**EXERCISE PROMPT:** Only a number is expected: how many lines in the entries that follow contain the word "junction"?

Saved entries
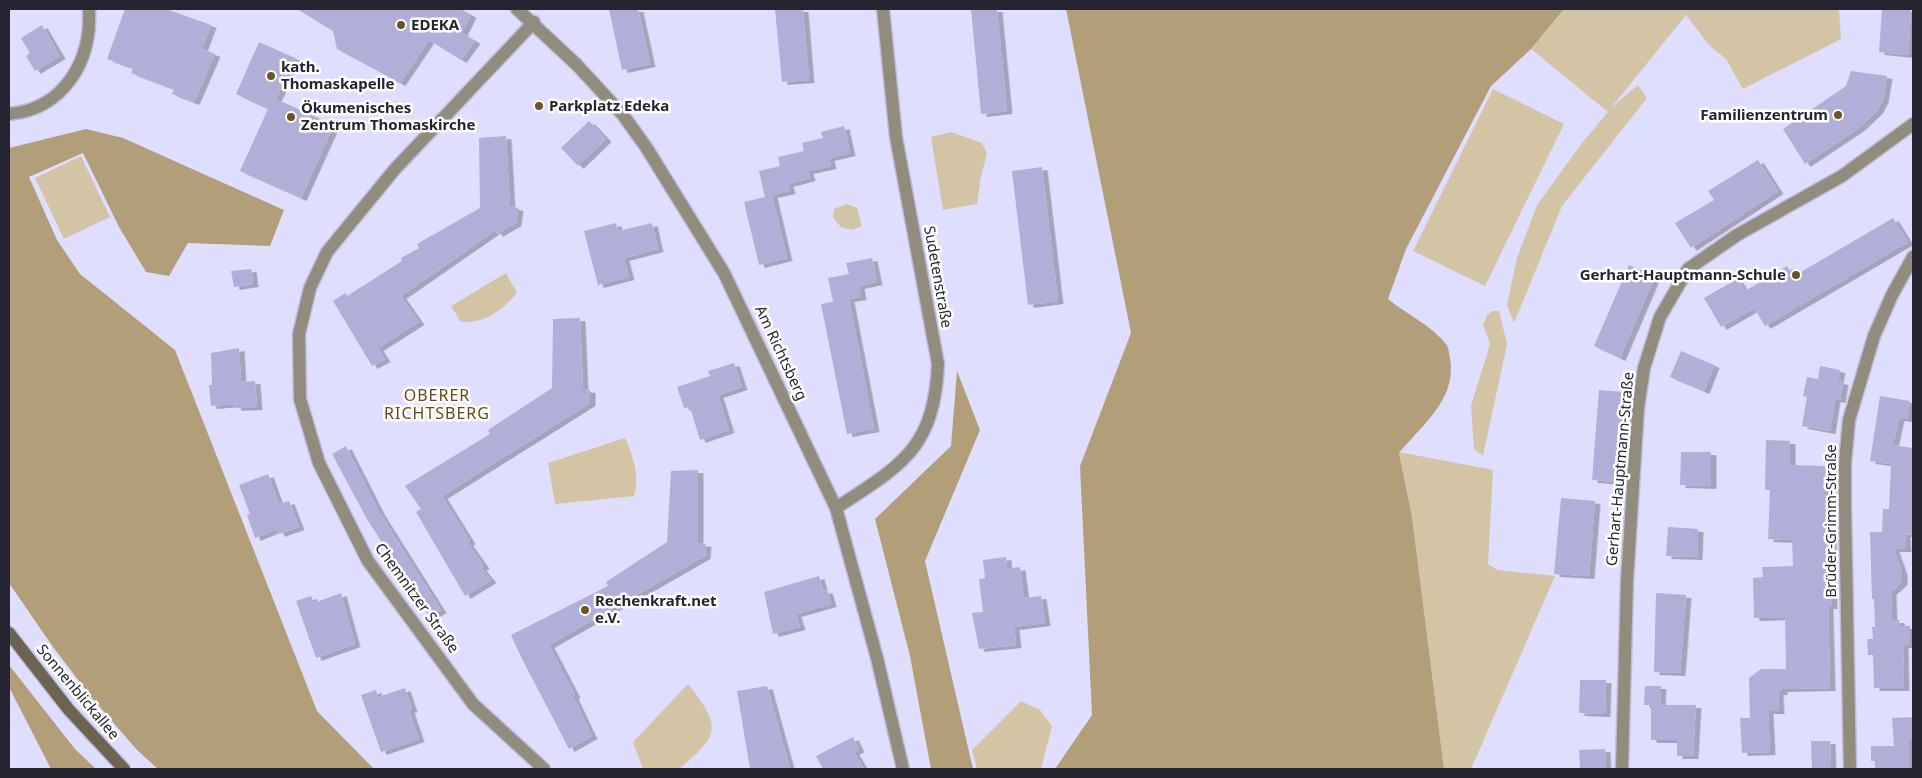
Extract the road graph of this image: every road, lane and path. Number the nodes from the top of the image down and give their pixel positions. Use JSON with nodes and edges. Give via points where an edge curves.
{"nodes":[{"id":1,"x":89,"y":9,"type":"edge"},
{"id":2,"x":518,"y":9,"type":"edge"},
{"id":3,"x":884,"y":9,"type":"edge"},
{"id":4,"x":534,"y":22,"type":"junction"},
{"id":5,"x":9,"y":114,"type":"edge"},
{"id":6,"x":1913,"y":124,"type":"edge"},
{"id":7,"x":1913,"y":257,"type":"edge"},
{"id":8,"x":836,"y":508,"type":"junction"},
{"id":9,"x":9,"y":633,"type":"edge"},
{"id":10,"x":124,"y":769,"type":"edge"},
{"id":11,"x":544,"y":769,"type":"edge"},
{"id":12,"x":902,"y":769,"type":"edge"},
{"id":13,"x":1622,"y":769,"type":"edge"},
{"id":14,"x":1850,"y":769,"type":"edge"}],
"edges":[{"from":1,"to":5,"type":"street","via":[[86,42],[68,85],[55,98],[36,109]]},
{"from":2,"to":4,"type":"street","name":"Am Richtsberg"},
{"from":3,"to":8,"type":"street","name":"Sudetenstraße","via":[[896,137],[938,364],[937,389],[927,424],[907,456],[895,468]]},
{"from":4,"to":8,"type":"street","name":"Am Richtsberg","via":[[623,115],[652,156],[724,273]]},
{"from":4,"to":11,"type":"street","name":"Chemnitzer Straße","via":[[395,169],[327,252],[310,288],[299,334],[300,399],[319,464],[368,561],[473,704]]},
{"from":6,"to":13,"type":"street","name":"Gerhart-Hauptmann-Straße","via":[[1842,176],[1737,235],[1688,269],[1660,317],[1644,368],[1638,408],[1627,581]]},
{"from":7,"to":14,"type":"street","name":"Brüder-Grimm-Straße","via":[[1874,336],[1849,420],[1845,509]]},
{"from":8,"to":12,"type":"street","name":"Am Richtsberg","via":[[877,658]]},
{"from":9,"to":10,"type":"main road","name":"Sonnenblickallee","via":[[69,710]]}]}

**WRITTEN ANSWER:** 2